The Dangers of Keeping a Troubled Teen at Home
When a teen is in crisis, a parent’s first instinct may be to keep the child at home – close to the parent. A parent’s desire to keep the teen “safe” may in fact cause him to be more at risk. In a study on wilderness therapy conducted in 1999, the director of one therapy program said that “In many cases, we are literally reaching underwater and grabbing the hand of a drowning victim.”
Kids in crisis need help. They need more help than parents can give, and often more help than they can get from more traditional forms of therapy.
Though only a few studies have been conducted on the effectiveness of wilderness therapy and residential programs, the research that does exist is compelling. According to one study conducted in 2001, adolescents showed greater improvement after an 8- to 12-week wilderness therapy program than after completing a tradition outpatient program . They also showed greater continued improvement in three-, six- and twelve-month follow-ups.

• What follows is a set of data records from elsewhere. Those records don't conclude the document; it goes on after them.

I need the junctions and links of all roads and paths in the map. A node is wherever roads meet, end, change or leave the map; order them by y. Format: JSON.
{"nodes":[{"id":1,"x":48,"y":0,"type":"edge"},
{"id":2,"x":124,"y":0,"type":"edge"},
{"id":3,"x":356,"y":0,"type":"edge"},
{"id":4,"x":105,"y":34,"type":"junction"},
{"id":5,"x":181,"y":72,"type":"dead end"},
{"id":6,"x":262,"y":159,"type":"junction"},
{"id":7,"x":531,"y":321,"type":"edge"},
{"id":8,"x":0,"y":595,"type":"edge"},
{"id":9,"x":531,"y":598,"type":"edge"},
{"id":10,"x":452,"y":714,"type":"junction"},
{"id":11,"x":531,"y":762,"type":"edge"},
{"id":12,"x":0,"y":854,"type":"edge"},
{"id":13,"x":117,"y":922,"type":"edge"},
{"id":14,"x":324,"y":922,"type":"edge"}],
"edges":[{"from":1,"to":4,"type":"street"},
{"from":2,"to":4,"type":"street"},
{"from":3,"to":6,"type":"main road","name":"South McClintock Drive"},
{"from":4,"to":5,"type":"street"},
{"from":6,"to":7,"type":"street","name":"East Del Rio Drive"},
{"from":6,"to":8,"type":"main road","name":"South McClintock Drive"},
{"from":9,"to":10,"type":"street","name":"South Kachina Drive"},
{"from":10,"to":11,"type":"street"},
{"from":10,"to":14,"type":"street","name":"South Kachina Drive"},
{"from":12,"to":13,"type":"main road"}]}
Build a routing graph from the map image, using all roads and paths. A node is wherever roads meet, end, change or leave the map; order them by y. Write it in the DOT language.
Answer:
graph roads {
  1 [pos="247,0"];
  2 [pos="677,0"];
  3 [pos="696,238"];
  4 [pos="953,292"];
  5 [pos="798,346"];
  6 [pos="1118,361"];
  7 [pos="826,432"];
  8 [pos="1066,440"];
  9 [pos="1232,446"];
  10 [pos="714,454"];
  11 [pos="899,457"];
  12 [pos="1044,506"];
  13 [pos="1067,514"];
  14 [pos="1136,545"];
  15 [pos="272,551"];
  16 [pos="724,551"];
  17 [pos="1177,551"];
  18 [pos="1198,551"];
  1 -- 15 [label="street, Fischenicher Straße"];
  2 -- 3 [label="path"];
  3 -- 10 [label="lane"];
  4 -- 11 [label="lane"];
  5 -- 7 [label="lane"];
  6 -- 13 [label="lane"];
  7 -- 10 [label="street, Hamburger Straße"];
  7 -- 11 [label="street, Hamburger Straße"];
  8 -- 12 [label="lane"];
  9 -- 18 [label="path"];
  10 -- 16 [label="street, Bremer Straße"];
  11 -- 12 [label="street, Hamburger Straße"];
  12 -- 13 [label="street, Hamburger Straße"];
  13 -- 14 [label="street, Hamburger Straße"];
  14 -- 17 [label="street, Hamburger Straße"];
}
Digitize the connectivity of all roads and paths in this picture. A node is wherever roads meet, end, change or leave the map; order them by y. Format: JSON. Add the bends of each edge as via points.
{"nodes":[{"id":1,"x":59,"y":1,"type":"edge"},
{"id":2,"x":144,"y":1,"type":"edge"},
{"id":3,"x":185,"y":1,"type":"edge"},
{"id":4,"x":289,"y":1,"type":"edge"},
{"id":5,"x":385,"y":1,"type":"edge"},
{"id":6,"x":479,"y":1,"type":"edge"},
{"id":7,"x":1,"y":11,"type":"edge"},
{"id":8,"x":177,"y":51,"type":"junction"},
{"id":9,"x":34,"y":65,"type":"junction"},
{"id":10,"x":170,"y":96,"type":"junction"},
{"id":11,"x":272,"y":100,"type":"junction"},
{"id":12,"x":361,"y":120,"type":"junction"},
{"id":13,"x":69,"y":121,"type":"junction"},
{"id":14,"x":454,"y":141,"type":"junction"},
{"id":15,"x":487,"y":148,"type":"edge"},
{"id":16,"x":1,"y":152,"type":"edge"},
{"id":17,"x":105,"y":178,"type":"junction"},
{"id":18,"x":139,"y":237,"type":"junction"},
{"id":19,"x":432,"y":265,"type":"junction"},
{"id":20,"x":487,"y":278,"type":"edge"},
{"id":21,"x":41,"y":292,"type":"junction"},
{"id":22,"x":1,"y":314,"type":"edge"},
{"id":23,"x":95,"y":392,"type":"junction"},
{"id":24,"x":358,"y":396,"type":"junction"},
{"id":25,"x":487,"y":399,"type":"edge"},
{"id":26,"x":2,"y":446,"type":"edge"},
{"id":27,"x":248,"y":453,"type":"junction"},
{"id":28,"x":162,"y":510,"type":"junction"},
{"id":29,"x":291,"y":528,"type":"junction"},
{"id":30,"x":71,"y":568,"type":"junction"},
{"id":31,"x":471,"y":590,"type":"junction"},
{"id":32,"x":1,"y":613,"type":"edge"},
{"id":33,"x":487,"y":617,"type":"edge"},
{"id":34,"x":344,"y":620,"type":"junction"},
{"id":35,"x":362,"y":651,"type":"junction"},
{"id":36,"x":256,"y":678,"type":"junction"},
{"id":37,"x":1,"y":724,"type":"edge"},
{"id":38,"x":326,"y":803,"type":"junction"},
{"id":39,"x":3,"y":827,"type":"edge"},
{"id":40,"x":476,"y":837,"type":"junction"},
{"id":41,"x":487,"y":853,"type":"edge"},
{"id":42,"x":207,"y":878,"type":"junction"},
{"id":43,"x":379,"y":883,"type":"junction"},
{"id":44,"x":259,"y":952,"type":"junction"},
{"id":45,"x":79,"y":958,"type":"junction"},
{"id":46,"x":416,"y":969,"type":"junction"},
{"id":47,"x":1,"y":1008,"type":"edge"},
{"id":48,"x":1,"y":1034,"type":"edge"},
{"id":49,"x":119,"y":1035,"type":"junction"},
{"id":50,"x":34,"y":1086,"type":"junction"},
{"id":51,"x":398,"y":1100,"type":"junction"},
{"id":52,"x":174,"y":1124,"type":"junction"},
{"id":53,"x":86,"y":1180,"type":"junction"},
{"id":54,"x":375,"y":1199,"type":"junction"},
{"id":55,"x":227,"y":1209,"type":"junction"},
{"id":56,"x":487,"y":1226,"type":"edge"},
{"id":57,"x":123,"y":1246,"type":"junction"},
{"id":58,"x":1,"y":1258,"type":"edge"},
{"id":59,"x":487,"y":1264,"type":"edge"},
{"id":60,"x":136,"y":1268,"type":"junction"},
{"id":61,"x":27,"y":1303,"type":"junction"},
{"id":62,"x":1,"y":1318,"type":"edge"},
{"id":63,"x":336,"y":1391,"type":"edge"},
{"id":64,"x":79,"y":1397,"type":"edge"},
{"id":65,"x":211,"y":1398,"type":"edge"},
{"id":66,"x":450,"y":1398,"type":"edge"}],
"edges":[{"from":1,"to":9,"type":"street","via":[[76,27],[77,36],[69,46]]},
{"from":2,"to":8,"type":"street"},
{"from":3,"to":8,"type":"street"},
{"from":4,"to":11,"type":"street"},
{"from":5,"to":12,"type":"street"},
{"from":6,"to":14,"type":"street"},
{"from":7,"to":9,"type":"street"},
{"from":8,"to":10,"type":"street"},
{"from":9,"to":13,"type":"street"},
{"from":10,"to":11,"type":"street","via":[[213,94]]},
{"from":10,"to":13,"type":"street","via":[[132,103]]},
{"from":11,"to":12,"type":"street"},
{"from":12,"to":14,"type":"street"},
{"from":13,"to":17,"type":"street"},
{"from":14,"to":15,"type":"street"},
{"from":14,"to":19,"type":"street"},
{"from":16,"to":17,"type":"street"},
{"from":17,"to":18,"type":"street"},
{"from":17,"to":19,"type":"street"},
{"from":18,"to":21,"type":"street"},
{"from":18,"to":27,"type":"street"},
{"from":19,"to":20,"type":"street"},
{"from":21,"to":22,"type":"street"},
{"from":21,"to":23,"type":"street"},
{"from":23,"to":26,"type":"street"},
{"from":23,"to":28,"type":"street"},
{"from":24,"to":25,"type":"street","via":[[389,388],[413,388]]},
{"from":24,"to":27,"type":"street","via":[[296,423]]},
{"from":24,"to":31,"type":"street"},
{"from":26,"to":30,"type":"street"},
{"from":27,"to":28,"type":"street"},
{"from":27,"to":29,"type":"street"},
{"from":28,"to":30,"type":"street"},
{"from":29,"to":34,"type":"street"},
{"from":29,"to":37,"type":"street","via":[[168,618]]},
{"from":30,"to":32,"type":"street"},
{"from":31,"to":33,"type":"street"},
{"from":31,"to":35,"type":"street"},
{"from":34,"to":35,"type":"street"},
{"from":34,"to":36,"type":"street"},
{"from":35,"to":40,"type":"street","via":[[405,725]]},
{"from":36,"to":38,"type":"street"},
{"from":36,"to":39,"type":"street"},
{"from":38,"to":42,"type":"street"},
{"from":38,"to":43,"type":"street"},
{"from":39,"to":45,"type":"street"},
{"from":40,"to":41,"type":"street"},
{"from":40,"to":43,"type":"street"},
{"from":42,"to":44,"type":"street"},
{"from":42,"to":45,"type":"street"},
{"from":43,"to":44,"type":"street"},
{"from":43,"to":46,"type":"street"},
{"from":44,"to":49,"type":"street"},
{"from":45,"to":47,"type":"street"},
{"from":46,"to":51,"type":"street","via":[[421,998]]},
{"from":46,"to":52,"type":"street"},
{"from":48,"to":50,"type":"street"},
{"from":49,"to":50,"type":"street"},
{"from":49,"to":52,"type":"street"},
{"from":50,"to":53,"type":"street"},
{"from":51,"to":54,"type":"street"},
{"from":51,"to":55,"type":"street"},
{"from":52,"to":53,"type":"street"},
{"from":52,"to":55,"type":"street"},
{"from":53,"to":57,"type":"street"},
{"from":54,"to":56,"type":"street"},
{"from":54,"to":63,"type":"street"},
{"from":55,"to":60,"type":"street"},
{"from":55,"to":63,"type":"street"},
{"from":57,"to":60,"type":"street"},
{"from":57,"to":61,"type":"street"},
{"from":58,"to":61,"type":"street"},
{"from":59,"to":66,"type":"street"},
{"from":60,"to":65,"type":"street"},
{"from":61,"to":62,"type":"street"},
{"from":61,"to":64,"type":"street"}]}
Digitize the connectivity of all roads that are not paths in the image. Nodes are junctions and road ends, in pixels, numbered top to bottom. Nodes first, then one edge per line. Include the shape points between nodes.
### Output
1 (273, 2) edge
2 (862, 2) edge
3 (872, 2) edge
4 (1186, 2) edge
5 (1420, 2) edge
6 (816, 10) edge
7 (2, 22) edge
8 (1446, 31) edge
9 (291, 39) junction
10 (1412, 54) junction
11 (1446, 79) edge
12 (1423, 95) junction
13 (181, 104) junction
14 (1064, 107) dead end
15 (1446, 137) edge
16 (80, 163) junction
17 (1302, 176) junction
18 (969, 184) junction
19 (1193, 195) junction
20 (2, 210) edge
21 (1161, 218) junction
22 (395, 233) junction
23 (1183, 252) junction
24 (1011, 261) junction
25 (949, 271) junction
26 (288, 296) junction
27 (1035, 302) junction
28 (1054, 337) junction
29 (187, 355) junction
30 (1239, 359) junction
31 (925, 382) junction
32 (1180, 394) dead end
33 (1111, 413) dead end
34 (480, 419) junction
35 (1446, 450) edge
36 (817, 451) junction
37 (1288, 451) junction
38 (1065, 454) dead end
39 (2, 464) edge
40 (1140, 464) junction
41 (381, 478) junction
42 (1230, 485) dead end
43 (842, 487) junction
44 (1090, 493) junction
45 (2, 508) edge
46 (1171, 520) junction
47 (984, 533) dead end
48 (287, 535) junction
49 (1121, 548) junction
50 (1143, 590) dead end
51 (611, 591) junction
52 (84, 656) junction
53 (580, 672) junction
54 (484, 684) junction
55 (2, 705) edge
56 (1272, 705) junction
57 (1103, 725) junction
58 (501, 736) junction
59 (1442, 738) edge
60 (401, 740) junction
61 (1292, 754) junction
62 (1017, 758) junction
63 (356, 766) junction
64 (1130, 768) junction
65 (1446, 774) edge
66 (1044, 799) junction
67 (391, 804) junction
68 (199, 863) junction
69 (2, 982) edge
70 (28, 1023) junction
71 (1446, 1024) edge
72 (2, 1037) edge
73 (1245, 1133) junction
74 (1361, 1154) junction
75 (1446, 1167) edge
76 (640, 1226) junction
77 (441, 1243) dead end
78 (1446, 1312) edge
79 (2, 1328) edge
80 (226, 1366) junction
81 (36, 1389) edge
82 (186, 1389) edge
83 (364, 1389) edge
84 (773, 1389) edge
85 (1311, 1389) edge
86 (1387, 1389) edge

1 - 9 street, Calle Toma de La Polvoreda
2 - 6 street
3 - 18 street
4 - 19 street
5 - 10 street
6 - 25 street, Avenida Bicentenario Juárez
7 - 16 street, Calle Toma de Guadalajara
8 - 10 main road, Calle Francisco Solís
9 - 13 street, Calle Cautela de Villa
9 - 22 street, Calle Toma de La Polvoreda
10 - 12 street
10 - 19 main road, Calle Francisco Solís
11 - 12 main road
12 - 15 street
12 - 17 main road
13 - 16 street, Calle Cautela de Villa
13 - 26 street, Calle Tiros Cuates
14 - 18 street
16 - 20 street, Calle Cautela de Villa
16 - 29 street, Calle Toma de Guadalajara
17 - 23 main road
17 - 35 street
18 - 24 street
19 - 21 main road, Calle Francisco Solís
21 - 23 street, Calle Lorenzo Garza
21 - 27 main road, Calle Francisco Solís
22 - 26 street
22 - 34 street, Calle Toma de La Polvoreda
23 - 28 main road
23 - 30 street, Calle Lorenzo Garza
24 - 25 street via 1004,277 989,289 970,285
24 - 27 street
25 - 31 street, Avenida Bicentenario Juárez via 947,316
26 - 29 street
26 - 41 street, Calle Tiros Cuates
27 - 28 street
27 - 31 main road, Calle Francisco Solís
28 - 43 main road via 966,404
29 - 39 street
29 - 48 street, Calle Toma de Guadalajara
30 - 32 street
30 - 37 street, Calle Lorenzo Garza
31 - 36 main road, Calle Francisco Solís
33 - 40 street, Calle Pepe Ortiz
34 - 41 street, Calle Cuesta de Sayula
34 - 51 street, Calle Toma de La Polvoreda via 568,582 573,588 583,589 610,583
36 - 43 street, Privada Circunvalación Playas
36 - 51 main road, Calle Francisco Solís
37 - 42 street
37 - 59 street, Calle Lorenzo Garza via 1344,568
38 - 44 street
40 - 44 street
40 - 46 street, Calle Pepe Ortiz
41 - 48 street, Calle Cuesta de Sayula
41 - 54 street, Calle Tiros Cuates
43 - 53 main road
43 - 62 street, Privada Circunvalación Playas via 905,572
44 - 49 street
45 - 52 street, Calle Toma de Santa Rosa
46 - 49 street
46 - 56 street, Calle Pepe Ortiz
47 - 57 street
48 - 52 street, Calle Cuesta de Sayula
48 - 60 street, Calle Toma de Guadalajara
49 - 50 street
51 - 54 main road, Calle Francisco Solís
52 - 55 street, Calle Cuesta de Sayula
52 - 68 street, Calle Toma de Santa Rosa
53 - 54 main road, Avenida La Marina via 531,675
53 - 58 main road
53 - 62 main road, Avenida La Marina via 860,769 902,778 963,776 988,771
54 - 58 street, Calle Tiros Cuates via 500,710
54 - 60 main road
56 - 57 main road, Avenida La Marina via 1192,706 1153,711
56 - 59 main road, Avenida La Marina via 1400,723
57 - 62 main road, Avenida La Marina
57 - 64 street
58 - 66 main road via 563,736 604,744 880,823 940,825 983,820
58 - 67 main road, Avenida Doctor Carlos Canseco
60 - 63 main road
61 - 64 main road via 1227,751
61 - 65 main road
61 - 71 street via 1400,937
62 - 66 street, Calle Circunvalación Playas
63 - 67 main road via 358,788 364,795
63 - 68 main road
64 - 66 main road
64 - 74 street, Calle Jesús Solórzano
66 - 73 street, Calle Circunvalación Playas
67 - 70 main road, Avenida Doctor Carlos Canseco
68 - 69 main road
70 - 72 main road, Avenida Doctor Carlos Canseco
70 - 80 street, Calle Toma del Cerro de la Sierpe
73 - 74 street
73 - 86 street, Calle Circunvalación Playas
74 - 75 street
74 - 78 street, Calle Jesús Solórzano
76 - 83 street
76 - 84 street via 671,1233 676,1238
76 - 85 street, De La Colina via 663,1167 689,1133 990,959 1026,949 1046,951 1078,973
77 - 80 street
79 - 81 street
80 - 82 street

Another study found that wilderness program participants came away from the program with a stronger sense of identity and a belief in their ability to achieve their goals.
In order for wilderness and other residential therapy programs to work, both the staff and participants need to be carefully selected. The therapists are typically required to have a Masters Degree in Social Work or some other related field. They may also be required to become certified as Alcohol and Drug Counselors. They are experienced in the issues that most often affect troubled and at-risk teens, and know how to help bring about positive change in an adolescent’s life.
Most wilderness therapy programs consist of three phases; 1) an orientation phase during which the staff ensures the teen’s body is physically capable of hiking, 2) a personal development phase, and 3) a transitional phase.
Substance Abuse Issues
There is a common misconception that a teen who struggles with drugs or alcohol simply needs to “get clean”, and then he or she will be fine. Most substance abuse counselors agree, however, that the real work can only begin after the system has been cleansed. Only then can a teen begin to think clearly enough to process his or her thoughts and feelings and start on the road toward true healing. That’s why the personal development phase of a wilderness therapy program is so important. Without it, the teen is practically guaranteed to go right back to his own lifestyle as soon as he’s back home. The personal development phase often includes difficult tasks that challenge the teen’s abilities and give him a sense of accomplishment when they’re completed. Many teens who have completed wilderness therapy programs have said their self-esteem increased dramatically because they did things they never would have thought possible.
Teens often live close together with other teens in wilderness therapy programs, sometimes living in cabins with several others. These unique living conditions often force teens to improve their social skills. Conflict resolution, communication, and cooperation are all tested. Teens get “hands on” situations that help them learn how to have healthy, productive relationships.
The transitional phase of a wilderness therapy program helps kids move successfully from the relative safety and protection of the program back into the “real world”. It equips kids with coping mechanisms, and helps them develop and aftercare program where counselors and sometimes even mentors can hold them accountable.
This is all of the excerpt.